Tanks, bombs and bicycles: how America was humbled

Three decades after the North Vietnamese rolled into Saigon, Colin Smith, who was there for The Observer, recalls the tumultuous last days of the war in south east Asia and the chaos of the evacuation

Sunday April 24, 2005
The Observer

Thirty years ago, I arrived at the flattened gates of what was then the presidential palace in Saigon about 10 minutes after one of the North Vietnamese army's Russian T-54 tanks had gone through them without the formality of lifting the latch. Soldiers of the southern Army of the Republic of Vietnam - always referred to as ARVN - were gathered on the lawns tearing off their uniforms like actors doing a fast costume change. Once they had surrendered their weapons, their captors told them they were free to go.

Separated from their men, five worried-looking officers, one a colonel, were sitting on the raised kerb around the gravelled drive. They looked up at me as I walked by, then down at their feet. Remembering all the little acts of kindness shown to me in previous weeks by ARVN soldiers at various fronts around the besieged capital and the patience they displayed at all our questions, I felt ashamed that I dared not offer them as much as a cigarette. A teenage member of the North Vietnamese army (NVA) waved me back towards the broken gates with his new-looking Kalashnikov rifle and I was glad to go, consoling myself with the thought that probably the last thing the defeated troops needed was acknowledgment from a Westerner...

...The South Vietnamese republic was shrinking fast. After Hué fell, we flew to Da Nang. A mini-Dunkirk had occurred at the estuary of Hué's Perfume river, though mercifully without any determined attempt to impede flight. Vehicles and artillery had been abandoned and ARVN troops had waded out to a flotilla of small boats and a few landing craft. Some had their families with them, both young and old. Barefoot soldiers came ashore at Da Nang with muddy M-16 rifles under one arm and immaculate small children under the other. 'They don't know what they are running from or how close the enemy is,' complained a bewildered Indian shopkeeper who had been swept up by this tide. 'They just run.' Then Da Nang's resident CIA man, officially its US consul, called a press conference at which he informed us that the North Vietnamese had already cut all roads south from the city and that Da Nang was going to be next. It was difficult to take him seriously - the place was packed with armed troops; all the evacuees from Hué seemed to have brought their rifles with them, and often mortars and heavy machine-guns. But appearances were deceptive. The troops were disorganised, lacked leadership and, above all, pined for American air support...
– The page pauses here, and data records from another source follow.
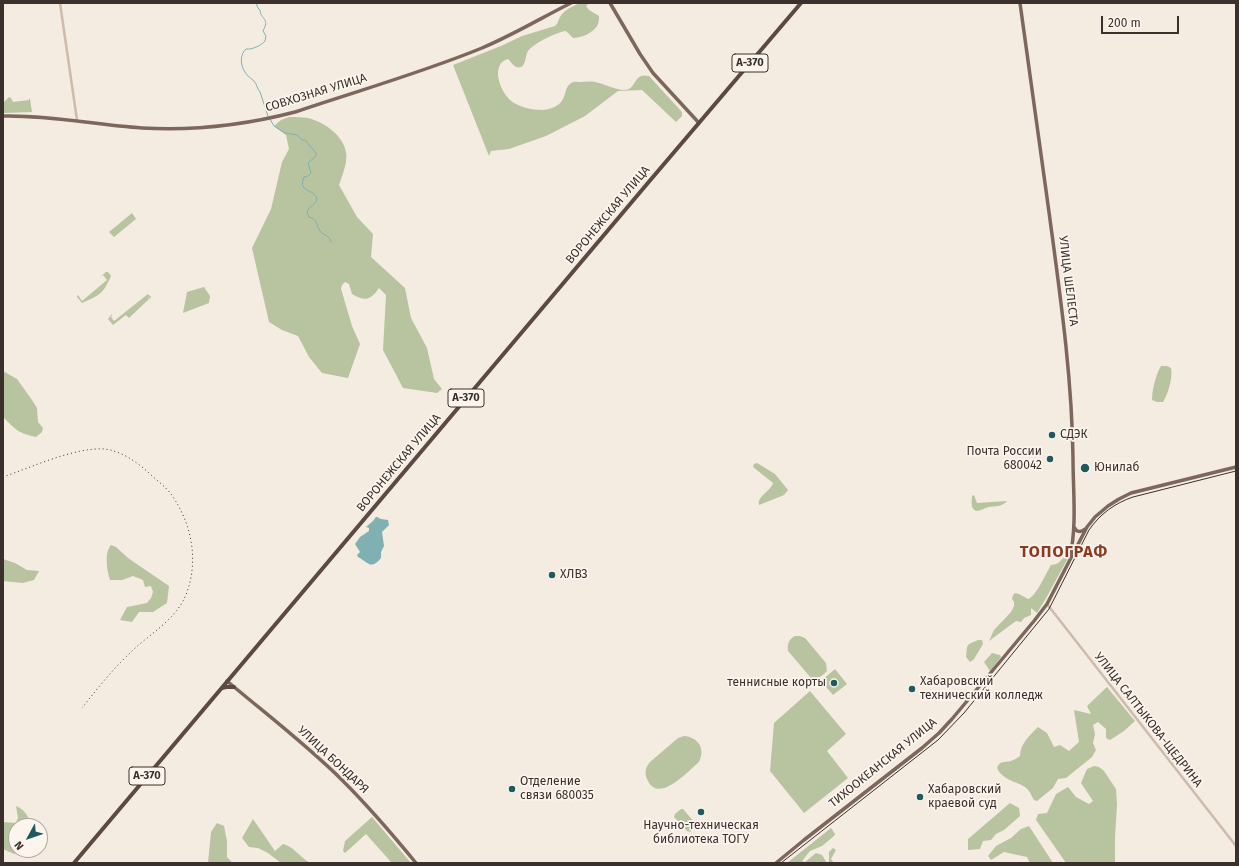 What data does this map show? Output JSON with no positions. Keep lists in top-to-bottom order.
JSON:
{
  "streets": {
    "highway": ["А-370", "ВОРОНЕЖСКАЯ УЛИЦА"],
    "main road": [
      "СОВХОЗНАЯ УЛИЦА",
      "УЛИЦА ШЕЛЕСТА",
      "УЛИЦА БОНДАРЯ",
      "ТИХООКЕАНСКАЯ УЛИЦА"
    ],
    "street": ["УЛИЦА САЛТЫКОВА-ЩЕДРИНА"]
  },
  "crossings": [
    ["ВОРОНЕЖСКАЯ УЛИЦА", "УЛИЦА БОНДАРЯ"],
    ["УЛИЦА ШЕЛЕСТА", "ТИХООКЕАНСКАЯ УЛИЦА"],
    ["УЛИЦА САЛТЫКОВА-ЩЕДРИНА", "ТИХООКЕАНСКАЯ УЛИЦА"]
  ],
  "districts": ["ТОПОГРАФ"],
  "places": [
    "СДЭК",
    "Почта России 680042",
    "Юнилаб",
    "ХЛВЗ",
    "теннисные корты",
    "Хабаровский технический колледж",
    "Отделение связи 680035",
    "Хабаровский краевой суд",
    "Научно-техническая библиотека ТОГУ"
  ],
  "scale_bar": "200 m",
  "north": "bottom left"
} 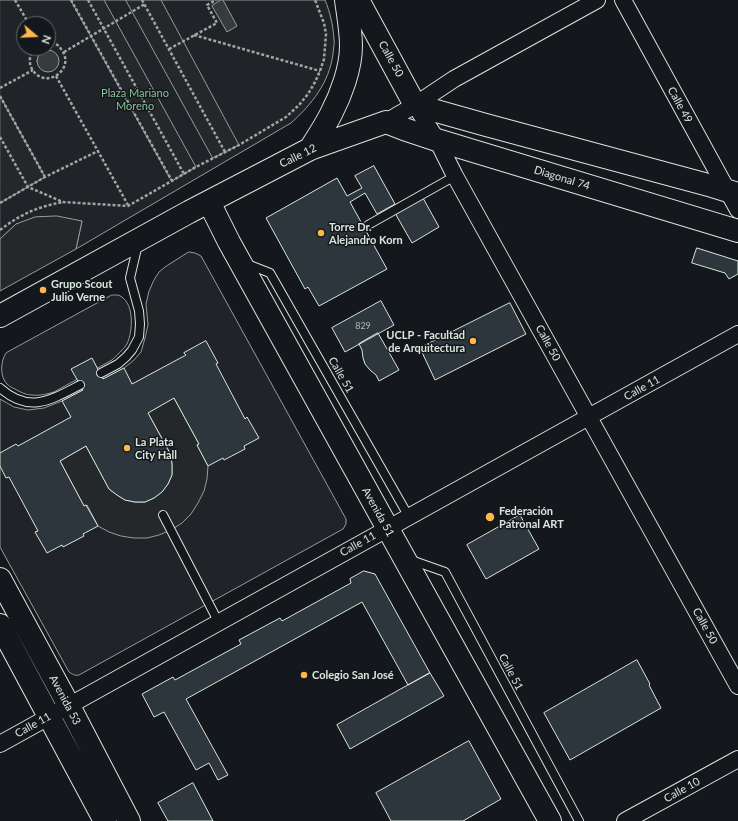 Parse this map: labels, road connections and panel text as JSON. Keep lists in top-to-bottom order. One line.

...Four million Vietnamese were killed between 1959 and 1975 in what the Vietnamese increasingly regard as a civil war. Most of us who remained in the city whose name had now been changed by the victors from Saigon to Ho Chi Minh City were convinced that we had witnessed a historical watershed that ranked with the fall of Constantinople. Surely 30 April, 1975, would always be remembered as the beginning of the decline of the United States as a great power. The idea that the victor would not get the spoils seemed ludicrous.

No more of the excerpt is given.